I always see people coming in, warm-up DJs playing house records from the first track out, like they are already embodying that name on the poster. I like to bide my time and settle into a night. This is one of those records I like to play when people start coming in. I always start without a beat, usually ambient or library music, because I play to the room, and it is usually empty at the beginning. This is another piece of library music, this time from a French kids tv show recorded between 1972 and 1976 and it’s so different. I would love to have an opportunity to make music for kids television and I know Bjørn Torske has made music for kids tv in the past. I’ve asked him to send it to me, but he’s misplaced the original recordings. I can imagine he would be quite good at it, and I was curious to hear it.

These are just skits, composed of the kind of strange sounds that kids usually love. I have a newborn son and he’s always curious when I’m playing music and the audible effects of a physical action, like placing his hand on the record, or the result of his own yelps in a reverberating room. I didn’t get this record for my son, but like the previous record, I found it a looking through stuff, and thought; ‘this looks interesting.’

Paul B.Davis – Deep Wine

In a similar way I found this record, which is not a record, but actually a CD. It’s not listed on discogs, and much like every other record I’ve mentioned it has that DIY feel to it. It was released by a label called jolly music and the kid responsible for the music is only like twenty years old. It’s a grime track with this dance hall rhythm, and there’s even a bit of Rhythm Is Rhythm in there. I don’t know anything about grime and I wouldn’t necessarily look for music under that genre, but this record shows that if you look in unexpected places you might find some pearls. People look for music in these narrow confines dictated by genre, and they won’t usually find music like this if you look for music in that way. You have to broaden your horizons even if it goes against your personal tastes.

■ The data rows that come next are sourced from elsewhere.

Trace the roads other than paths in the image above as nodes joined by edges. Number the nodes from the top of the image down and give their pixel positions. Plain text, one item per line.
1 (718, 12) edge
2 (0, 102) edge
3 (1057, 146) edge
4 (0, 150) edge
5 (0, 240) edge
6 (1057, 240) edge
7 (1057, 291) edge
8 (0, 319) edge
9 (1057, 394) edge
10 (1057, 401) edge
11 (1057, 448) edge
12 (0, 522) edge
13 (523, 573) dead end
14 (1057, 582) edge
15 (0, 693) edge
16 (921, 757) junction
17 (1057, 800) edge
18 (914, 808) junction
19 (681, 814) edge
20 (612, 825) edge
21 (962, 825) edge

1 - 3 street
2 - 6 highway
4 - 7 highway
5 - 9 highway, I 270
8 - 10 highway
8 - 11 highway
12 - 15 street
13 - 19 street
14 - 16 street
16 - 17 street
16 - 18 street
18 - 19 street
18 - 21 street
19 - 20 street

Some of the other tracks are super cheesy and yet it would probably appeal to a few people during this current revival of Trance in Europe, but Deep Wine is the one I always play and definitely needs to be played at the right time. Because of those dance hall elements, if you play it for a bunch of House- or Techno heads, they would just leave. You need to work it for the right moment, and sometimes you might win over one or two of the more uncompromising heads in the room.

Insanlar – Kime Ne

Then there are records too that completely defy categorisation. This is one those records and one that never leaves my side. It was released by Insanlar, which is Baris K’s band, and today it’s a pretty known record, but it was given to me by Baris before it was released, when he played Untzdag years back. There aren’t that many 24 minute records that you could play the full 24 minutes of on a dance floor like this one. The first time I played this one, I had completely lost the vibe on the dance floor, and I was like ‘fuck it’, and dropped this in. Its effects were immediate, it completely reset the vibe and brought everybody back to the dance floor.

I think this is a live recording, from a club Baris runs in Turkey with a couple of friends, called MINIMUZIKHOL. There’s something incredibly musical about it with real musicians playing instruments over sequenced drum machines and synthesisers. 15 minutes in and somebody starts scatting and it just explodes with energy. It ended up being like a riot on the dance floor, even though it’s a slow tempo record.

It’s an amazing piece of music and there are not that many tracks that are this long that you can play through its entirety. This has something extraordinary about it and it’s something I’ll keep coming back to. For some people changing the tempo in the middle of the night would be something totally wrong, but for me it’s exactly what I mean by  the wrong record at the right time.